Создание специальной целевой компании (SPV)
Создание SPV для конкретных инвестиций или проектного финансирования.
SPV — это отдельное юридическое лицо, используемое для владения конкретными активами, изоляции рисков или структурированного финансирования.
Common SPV applications in Mauritius
Private Equity and Investment Holding SPV
Private equity funds and family office investors frequently use Mauritius GBC SPVs to hold investments in African and Asian target companies. The SPV sits between the fund vehicle and the investee company, providing a treaty-efficient holding layer, a clean liability perimeter and a convenient vehicle for managing the investment — including dividend flows, shareholder loan arrangements and eventual exit.
Real Estate Acquisition Vehicle
Real estate investments — particularly in African markets — are often structured through a Mauritius SPV to achieve tax efficiency on rental income and capital gains, to facilitate co-investment with multiple parties, and to provide a recognised legal vehicle for mortgage and title purposes in the target jurisdiction. The SPV structure also simplifies exit by enabling a share sale rather than a direct asset transfer.
Joint Venture and Co-Investment Vehicle
A Mauritius SPV is commonly used as a joint venture vehicle for two or more parties investing together in a project or business. The SPV holds the joint venture assets and is governed by a shareholders' agreement that sets out each party's rights, obligations, governance rights and exit mechanisms. Mauritius company law provides a flexible framework for customising economic and governance rights through the constitution and ancillary agreements.
Intra-Group Financing and Treasury SPV
Multinational groups use Mauritius SPVs as intra-group financing vehicles or treasury companies — providing loans to group subsidiaries, holding surplus cash and managing currency exposure. The combination of treaty benefits on interest income and the absence of withholding tax on interest paid to non-residents (subject to conditions) makes Mauritius an efficient location for such structures.
SPV setup process
Structuring and entity selection
We work with the client and their advisers to determine the optimal entity type (GBC, Authorised Company, or other structure), the appropriate capital structure, the governance arrangements and the contractual framework required for the specific SPV purpose. We review the relevant treaty network and tax considerations for the target investment jurisdiction.
Documentation and KYC
We prepare the SPV's incorporation documents, including the constitution, shareholders' agreement, shareholder loan agreements or other transaction documents as required. Simultaneously, we collect and verify KYC documentation for all principals, investors and beneficial owners.

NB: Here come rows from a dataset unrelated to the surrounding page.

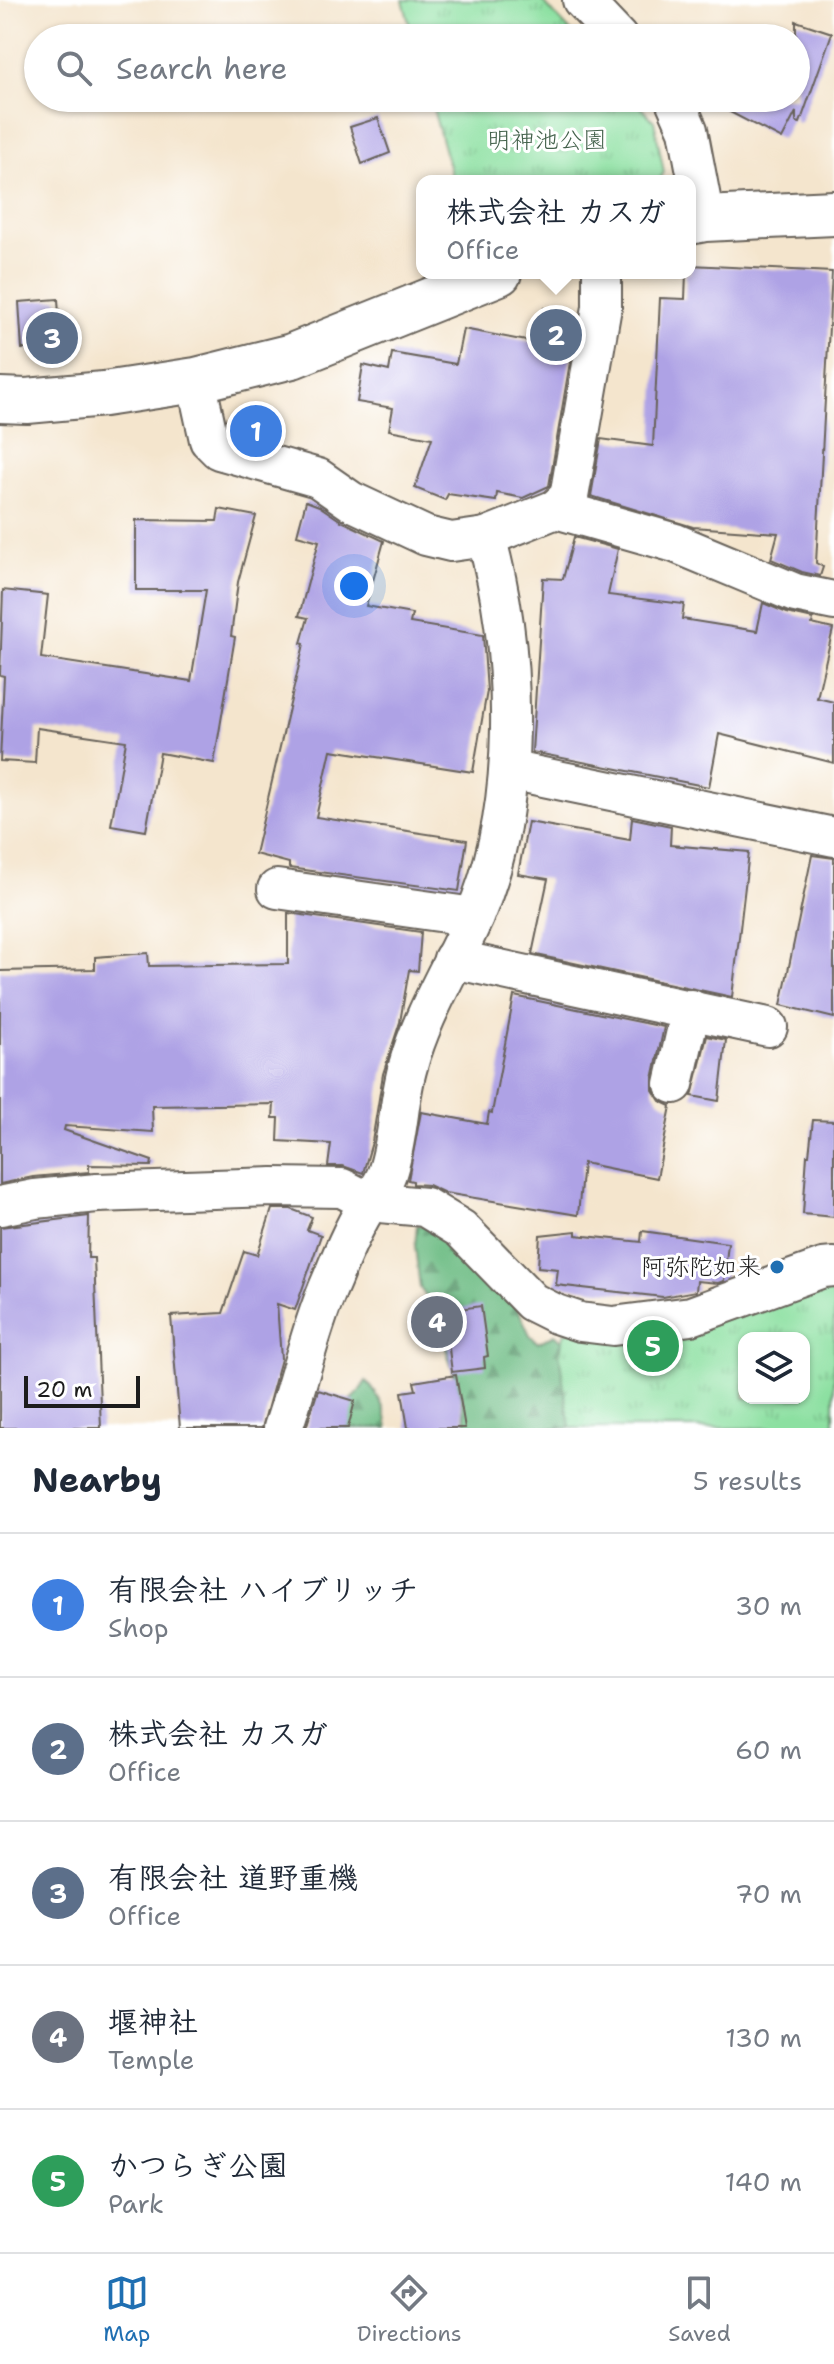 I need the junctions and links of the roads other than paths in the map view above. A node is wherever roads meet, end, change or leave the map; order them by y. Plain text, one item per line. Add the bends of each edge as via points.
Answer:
1 (582, 0) edge
2 (605, 24) edge
3 (680, 112) edge
4 (693, 175) edge
5 (834, 213) edge
6 (698, 221) edge
7 (484, 279) edge
8 (602, 279) edge
9 (196, 380) junction
10 (0, 400) edge
11 (556, 509) junction
12 (486, 537) junction
13 (834, 601) edge
14 (509, 770) junction
15 (834, 837) edge
16 (277, 889) dead end
17 (474, 917) junction
18 (453, 959) junction
19 (691, 1009) junction
20 (768, 1027) dead end
21 (674, 1084) dead end
22 (369, 1202) junction
23 (0, 1206) edge
24 (834, 1267) edge
25 (283, 1428) edge

1 - 2 street
3 - 4 street via 688,130
5 - 6 street
7 - 9 street via 292,356
8 - 11 street via 602,307 569,497
9 - 10 street via 104,394
9 - 12 street via 209,440 219,450 318,478 351,501 426,536 451,542
11 - 12 street
11 - 13 street via 675,543 795,593
12 - 14 street via 502,624
14 - 15 street
14 - 17 street via 496,853
16 - 17 street
17 - 18 street
18 - 19 street
18 - 22 street via 408,1065 389,1169 381,1190
19 - 20 street
19 - 21 street
22 - 23 street via 342,1188 273,1187 97,1193
22 - 24 street via 425,1207 461,1229 532,1302 580,1322 613,1326 691,1316
22 - 25 street via 331,1281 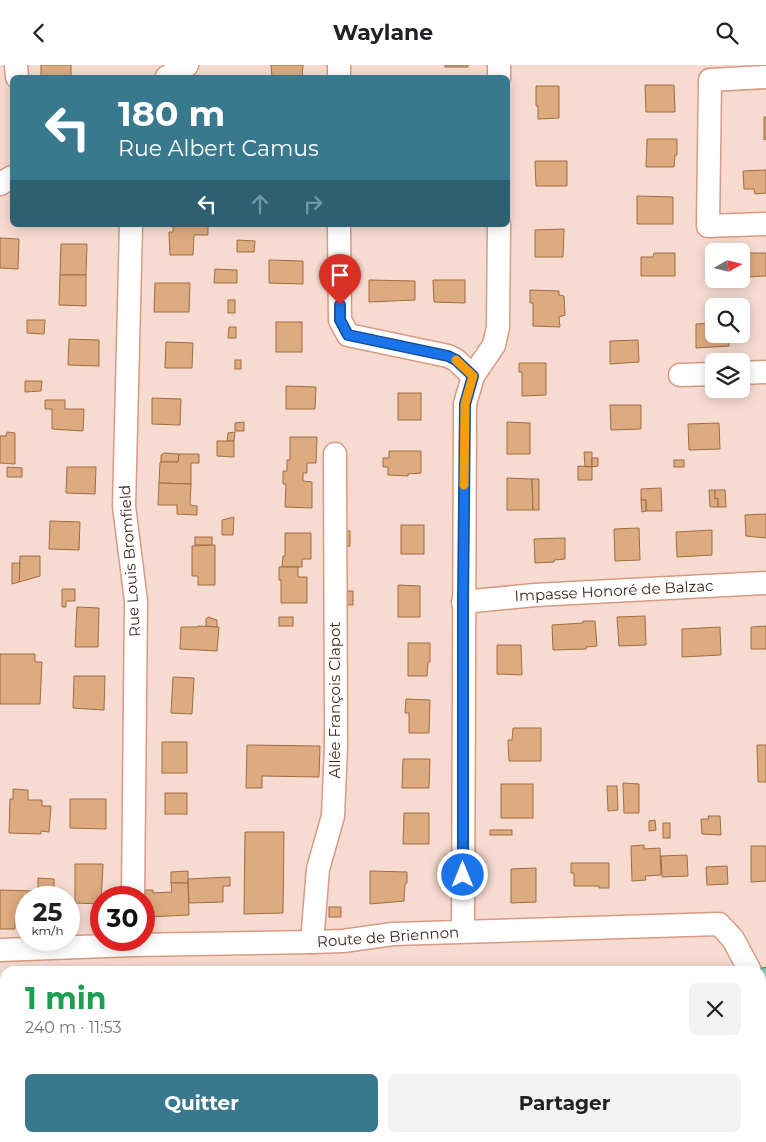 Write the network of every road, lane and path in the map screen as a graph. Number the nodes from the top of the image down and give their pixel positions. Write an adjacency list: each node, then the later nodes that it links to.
1 (187, 65): 2 (street)
2 (171, 75)
3 (766, 77): 4 (street)
4 (766, 224)
5 (131, 227): 16 (street, Rue Louis Bromfield)
6 (340, 227): 12 (street)
7 (499, 227): 12 (street)
8 (766, 372): 9 (street)
9 (750, 373)
10 (705, 374): 11 (street)
11 (680, 375)
12 (473, 376): 15 (street)
13 (335, 455): 18 (street, Allée François Clapot)
14 (766, 583): 15 (street, Impasse Honoré de Balzac)
15 (463, 602): 17 (street)
16 (133, 886)
17 (463, 931): 18 (street, Route de Briennon); 22 (street, Route de Briennon)
18 (312, 942): 19 (street, Route de Briennon)
19 (155, 943)
20 (90, 945): 21 (street, Route de Briennon)
21 (0, 950)
22 (747, 966) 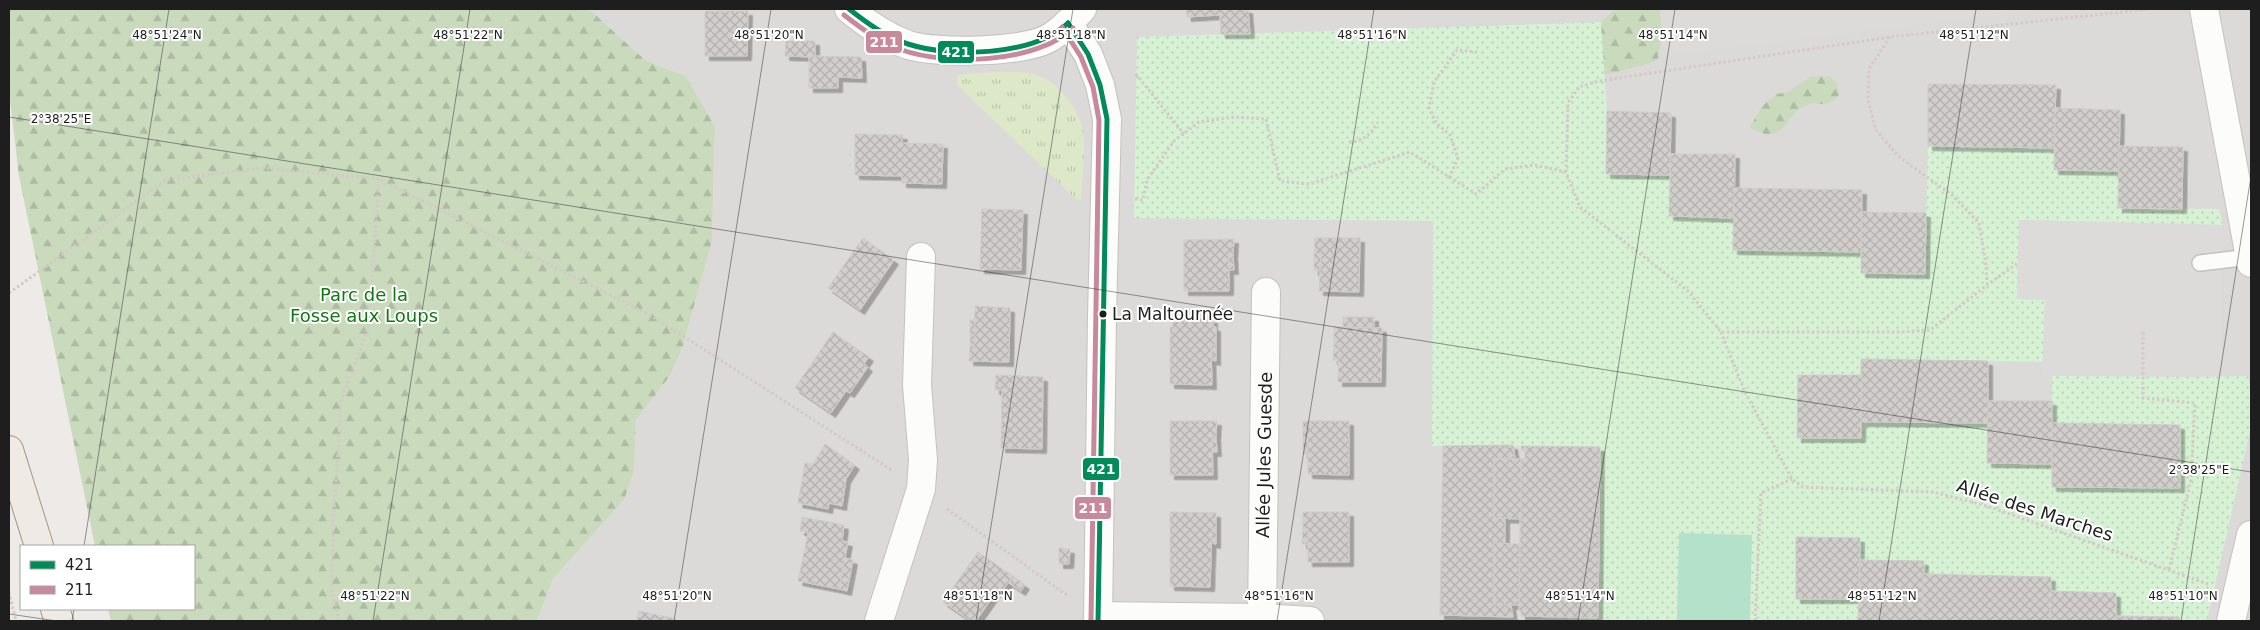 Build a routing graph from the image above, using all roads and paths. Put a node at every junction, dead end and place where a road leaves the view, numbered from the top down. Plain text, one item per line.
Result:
1 (849, 9) edge
2 (2150, 9) edge
3 (2204, 9) edge
4 (1075, 16) edge
5 (1890, 37) junction
6 (1478, 52) dead end
7 (1136, 74) dead end
8 (1378, 122) dead end
9 (1184, 134) junction
10 (1349, 142) dead end
11 (1566, 172) junction
12 (1449, 178) junction
13 (379, 179) junction
14 (1106, 199) junction
15 (921, 257) dead end
16 (2251, 260) edge
17 (2018, 263) dead end
18 (2200, 263) dead end
19 (1987, 285) junction
20 (1266, 292) dead end
21 (9, 293) edge
22 (1720, 332) junction
23 (2143, 332) dead end
24 (9, 450) edge
25 (1792, 479) junction
26 (921, 489) junction
27 (2251, 534) edge
28 (39, 545) edge
29 (2169, 570) junction
30 (2212, 585) dead end
31 (9, 592) edge
32 (1071, 598) dead end
33 (1262, 618) junction
34 (1098, 619) edge
35 (16, 621) edge
36 (339, 621) edge
37 (879, 621) edge
38 (1310, 621) edge
39 (1755, 621) edge
40 (2231, 621) edge

1 - 4 street
2 - 5 path
3 - 16 street
4 - 14 street
5 - 11 path
5 - 19 path
6 - 12 path
7 - 9 path
8 - 10 path
9 - 12 path
9 - 14 path
11 - 12 path
11 - 22 path
13 - 21 path
13 - 26 path
13 - 36 path
14 - 34 street
15 - 26 street
16 - 18 lane
17 - 19 path
19 - 22 path
20 - 33 street, Allée Jules Guesde
22 - 25 path
23 - 29 path
24 - 28 main road
25 - 29 path, Allée des Marches
25 - 39 path
26 - 32 path
26 - 37 street
27 - 40 street
29 - 30 path, Allée des Marches
31 - 35 path
33 - 34 street
33 - 38 street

Incorporation and licensing
We file the incorporation application and, where applicable, the GBC licence application with the FSC. On approval, the SPV is registered with the Registrar of Companies and receives its corporate documents, including the Certificate of Incorporation and any required FSC approval letter.
Operationalisation and ongoing management
We assist with bank account opening, implementation of any required substance arrangements, execution of the initial transaction documents (share subscriptions, loan agreements, security documents) and handover to our ongoing administration team, which manages the SPV through its operational life and eventual dissolution.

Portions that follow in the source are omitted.